* **EXERCISE GOAL**: Transcribe every line of the material below exactly, leaving out the pictures.

* **RECORDS SUPPLIED**:
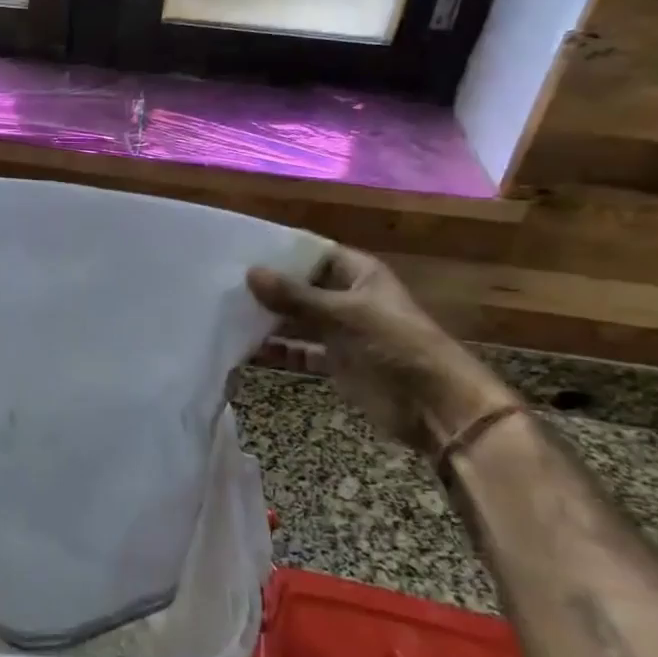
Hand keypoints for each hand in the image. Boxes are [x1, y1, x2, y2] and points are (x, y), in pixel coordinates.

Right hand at [248, 248, 514, 452]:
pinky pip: (301, 351)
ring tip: (227, 313)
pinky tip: (247, 349)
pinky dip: (279, 351)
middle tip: (224, 283)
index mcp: (359, 274)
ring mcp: (342, 331)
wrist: (433, 406)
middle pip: (302, 287)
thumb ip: (295, 296)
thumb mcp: (343, 315)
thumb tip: (250, 272)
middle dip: (270, 288)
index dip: (282, 252)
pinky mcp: (337, 362)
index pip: (314, 253)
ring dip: (270, 320)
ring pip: (298, 319)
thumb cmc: (394, 346)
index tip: (242, 251)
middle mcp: (348, 298)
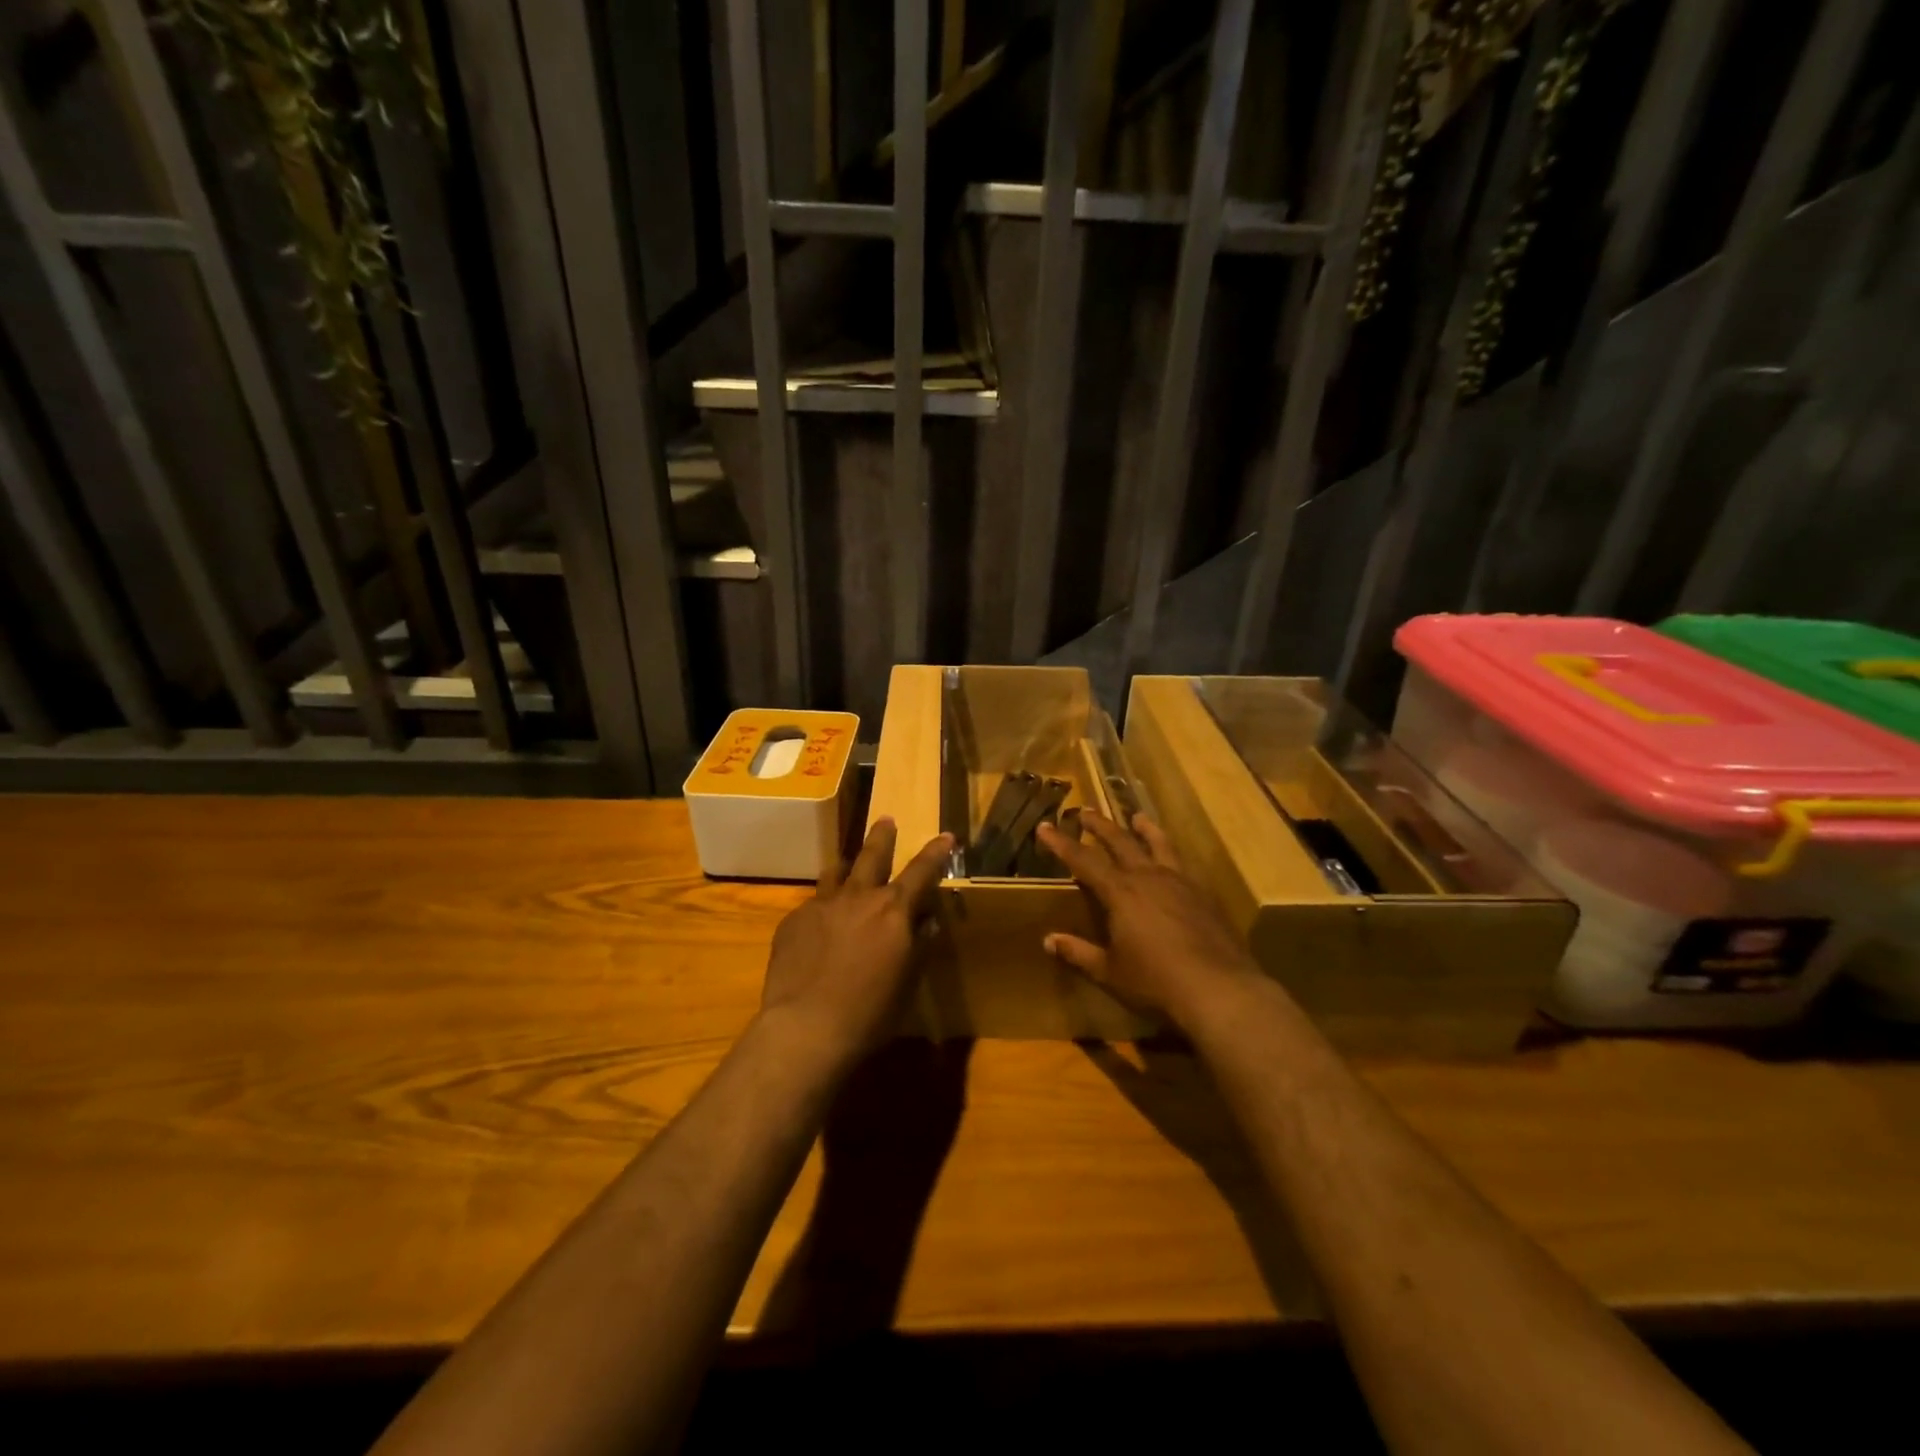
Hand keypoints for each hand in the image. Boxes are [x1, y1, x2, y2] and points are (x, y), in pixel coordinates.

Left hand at [759, 818, 952, 1070]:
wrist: (806, 1028)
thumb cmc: (870, 1013)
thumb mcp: (907, 981)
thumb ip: (918, 945)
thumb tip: (926, 921)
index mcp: (893, 911)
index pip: (921, 871)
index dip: (936, 852)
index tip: (945, 836)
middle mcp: (858, 897)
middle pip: (872, 855)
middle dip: (882, 836)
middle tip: (886, 819)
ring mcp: (822, 905)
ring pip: (836, 873)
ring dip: (846, 868)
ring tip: (847, 867)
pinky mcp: (793, 921)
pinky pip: (812, 906)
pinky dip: (823, 910)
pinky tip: (818, 932)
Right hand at [1037, 812, 1263, 1030]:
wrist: (1219, 988)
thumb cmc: (1155, 981)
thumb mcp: (1110, 971)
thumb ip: (1079, 953)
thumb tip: (1049, 940)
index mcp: (1120, 892)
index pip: (1083, 860)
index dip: (1062, 843)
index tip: (1045, 826)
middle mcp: (1148, 877)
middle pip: (1121, 842)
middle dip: (1100, 826)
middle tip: (1086, 811)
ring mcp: (1180, 883)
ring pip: (1158, 845)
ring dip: (1145, 829)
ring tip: (1137, 817)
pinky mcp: (1204, 895)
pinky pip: (1182, 864)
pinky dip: (1171, 854)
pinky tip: (1173, 862)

* **RESPONSE BELOW**:
Hand keypoints for each hand in the image. Boxes are [x1, y1, x2, y2] and points are (x, y), in pixel coordinates.

Right hand at [248, 248, 514, 452]:
pinky pip: (301, 351)
ring tip: (227, 313)
pinky tip: (247, 349)
pinky dip: (279, 351)
middle tip: (224, 283)
index mcp: (359, 274)
ring mcp: (342, 331)
wrist: (433, 406)
middle pip: (302, 287)
thumb ip: (295, 296)
thumb mcp: (343, 315)
thumb tip: (250, 272)
middle dip: (270, 288)
index dip: (282, 252)
pinky mcp: (337, 362)
index pip: (314, 253)
ring dip: (270, 320)
ring pip: (298, 319)
thumb cmc: (394, 346)
index tip: (242, 251)
middle mcp: (348, 298)
Hand keypoints for each hand in the image. Boxes are [x1, y1, x2, y2] and points are (x, y), in pixel coordinates.

Left hand at [759, 818, 952, 1070]:
wrist: (806, 1028)
thumb cmc: (870, 1013)
thumb mcp: (907, 981)
thumb ip: (918, 945)
thumb tip: (926, 921)
index mcp: (893, 911)
index pip: (921, 871)
index dip: (936, 852)
index tip: (945, 836)
middle mcp: (858, 897)
middle pip: (872, 855)
middle dip: (882, 836)
middle tip: (886, 819)
ring mcp: (822, 905)
ring pip: (836, 873)
ring dip: (846, 868)
ring tip: (847, 867)
pinky mcp: (793, 921)
pinky pip: (812, 906)
pinky dip: (823, 910)
pinky tip: (818, 932)
Right hand at [1037, 812, 1263, 1030]:
wrist: (1219, 988)
thumb cmc: (1155, 981)
thumb mcp: (1110, 971)
thumb ip: (1079, 953)
thumb tip: (1049, 940)
index mcp: (1120, 892)
index pip: (1083, 860)
index dip: (1062, 843)
index tip: (1045, 826)
middle mcp: (1148, 877)
middle pip: (1121, 842)
middle dip: (1100, 826)
middle tip: (1086, 811)
ring mcp: (1180, 883)
ring pip: (1158, 845)
ring dip: (1145, 829)
ring tip: (1137, 817)
pinky mcp: (1204, 895)
pinky pip: (1182, 864)
pinky dip: (1171, 854)
pinky tip: (1173, 862)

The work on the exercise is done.